Pedro concordou e ficou surpreso ao notar
que realmente estava interessado na história. Reparou que o barulho
no salão ia diminuindo aos poucos.
Geraldo apontava com o dedo indicador,
grosso e meio deformado, o local em que se passara a cena.
— Quando voltei para servir os dois —
continuou Geraldo — um dos homens me provocou dizendo: “Vossa
mercê pode me servir de almoço um ensopado de galo? Sem a cabeça,
se não for pedir demais”.
— O debochado dissera aquilo rindo! O
outro, que estava com ele, ria ainda mais alto! Eu fiquei abismado —
contou Geraldo — Mas não pensei duas vezes! Nem dei tempo pro
animal se preparar! Quebrei a garrafa de cachaça na cabeça dele. E
corri os dois a cabo de mango!
Geraldo Muñoz terminou de dizer esta
frase, demonstrando como fizera com os capangas, e quase acertou um
safanão na cabeça do Pedro, que desviava dos golpes do velho, já
começando a achar graça da história e, mais ainda, do jeito que o
outro contava.
Muito embora o bolicheiro fosse um senhor
já idoso e um pouco acima do peso, Pedro Guarany não duvidou da
história narrada. Agora, Geraldo exibia os dentes amarelos num
grande sorriso desbeiçado, enfeitado pelo fino bigode grisalho.

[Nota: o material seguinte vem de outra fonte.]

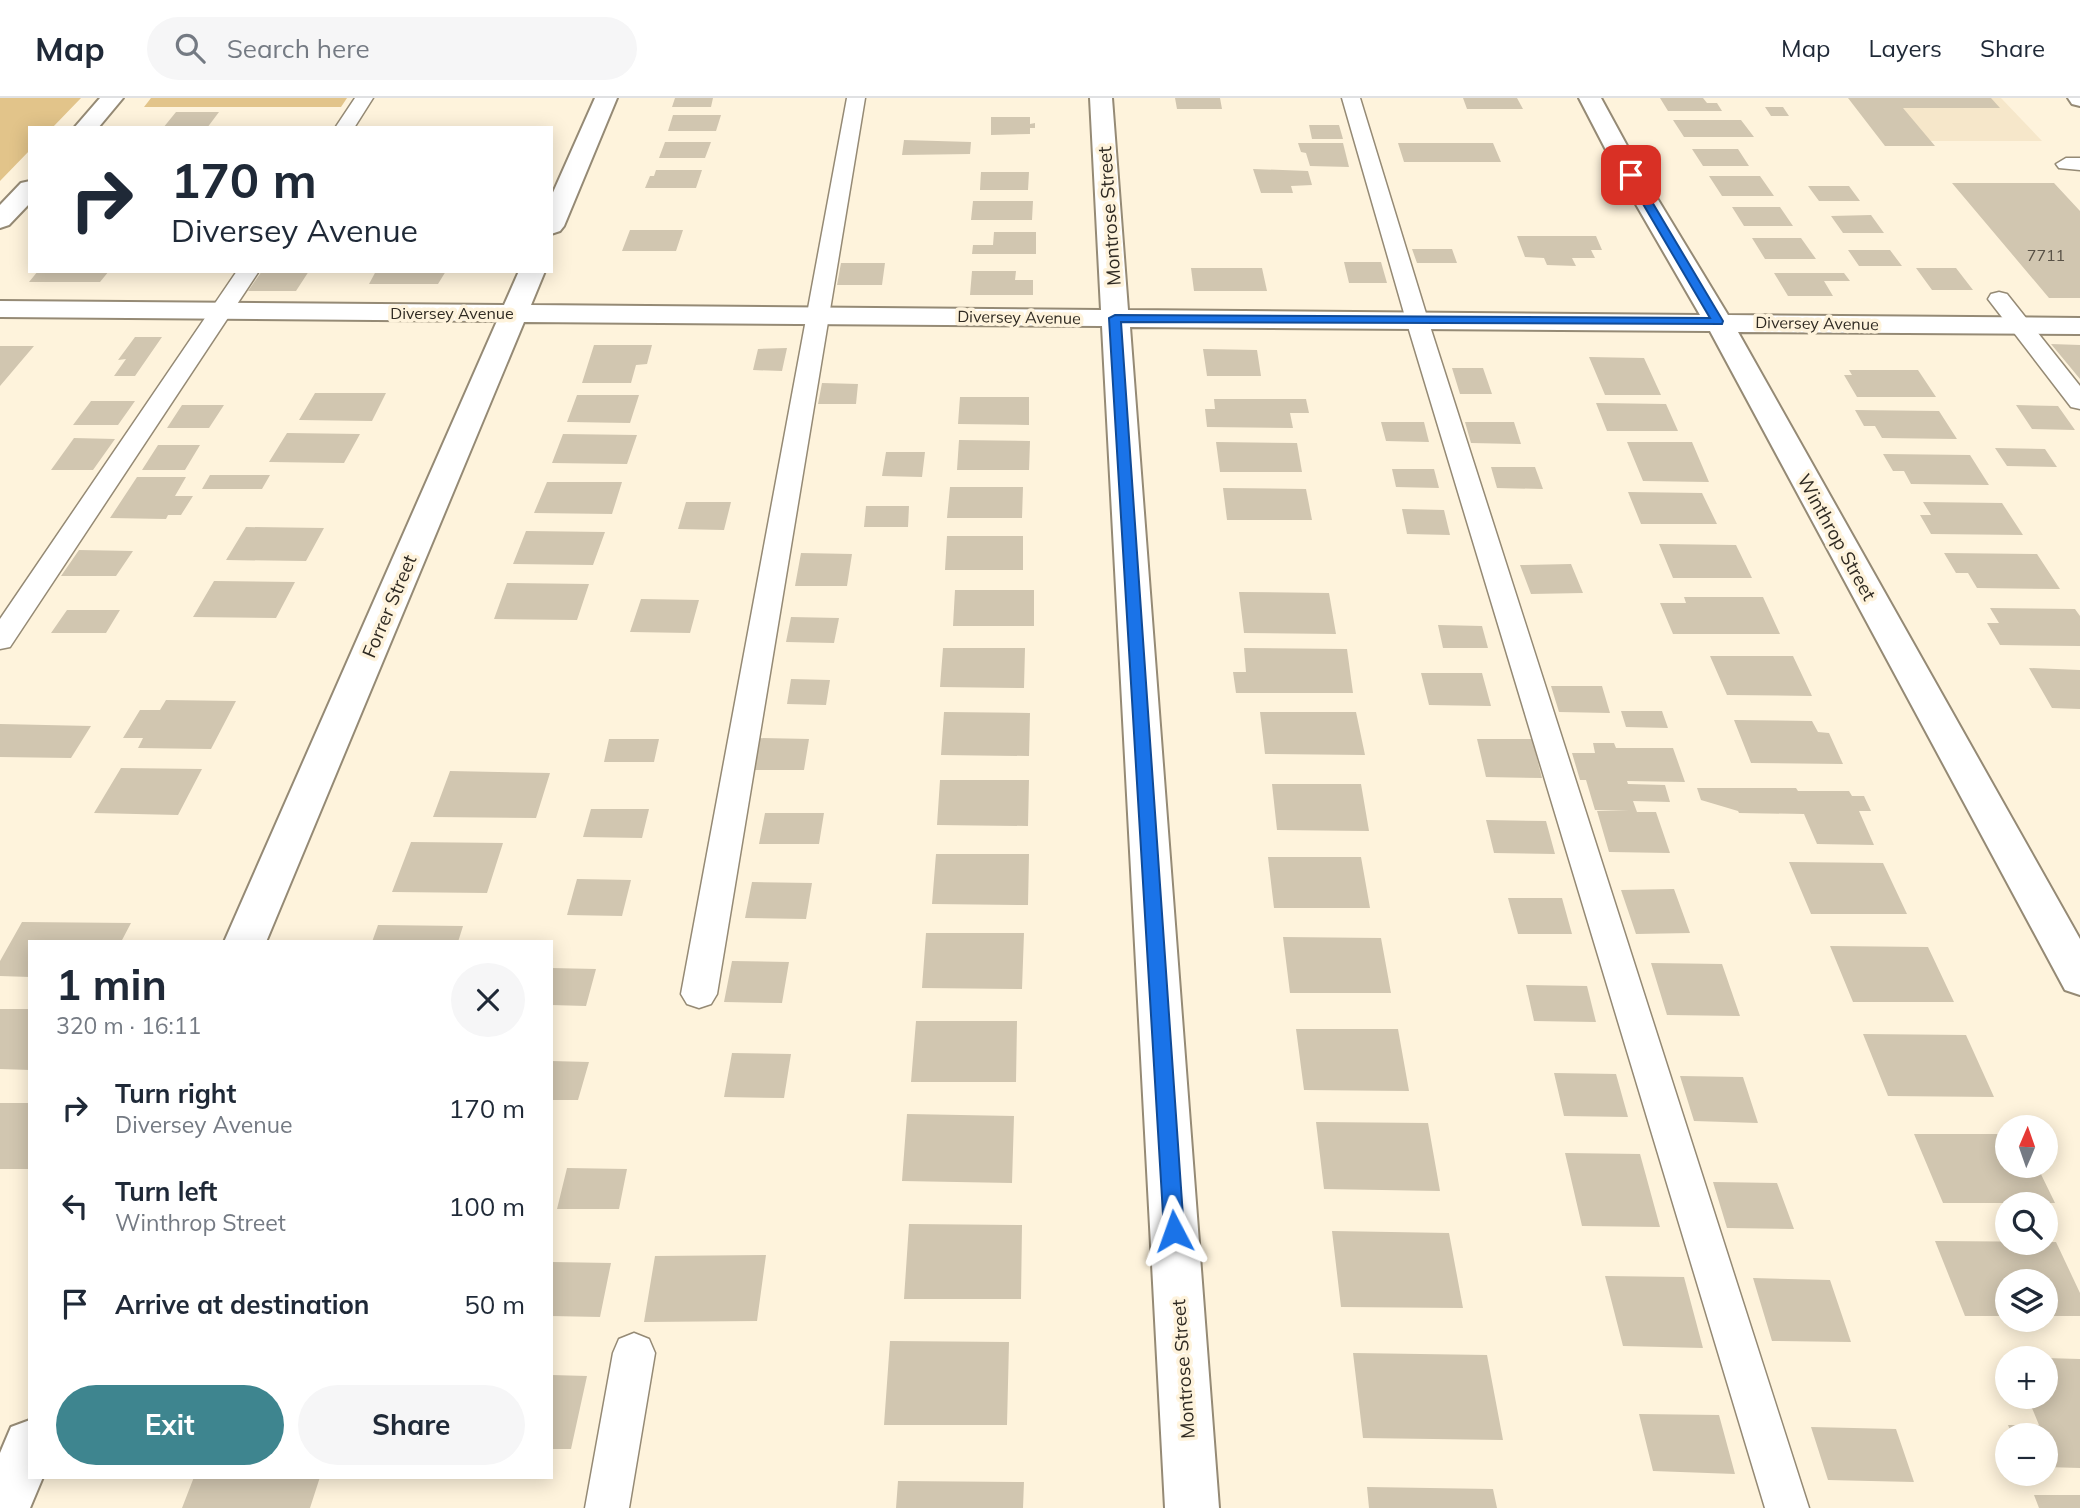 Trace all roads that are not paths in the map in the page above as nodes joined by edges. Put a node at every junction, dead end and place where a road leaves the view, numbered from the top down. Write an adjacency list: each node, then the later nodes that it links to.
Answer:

Contava o causo como uma grande bravata de guerra:
— Estes braços aqui que vosmecê vê
já seguraram muita espada, meu filho. Posso estar meio velho, mas
capaz que vou me afrouxar pra qualquer um! — completou aos risos. —
E aquele desgraçado do Mariano só me tira da minha casa se for
dentro dum caixão! Mas vamos ao que de fato interessa —
prosseguiu. — Estou mesmo precisando de alguma ajuda para fazer uma
quantia considerável de lenha. Já não tenho mais idade pra passar
o dia cortando astillas. Depois, se for do teu interesse,
tenho outros pequenos serviços. O que te parece, homem de Deus?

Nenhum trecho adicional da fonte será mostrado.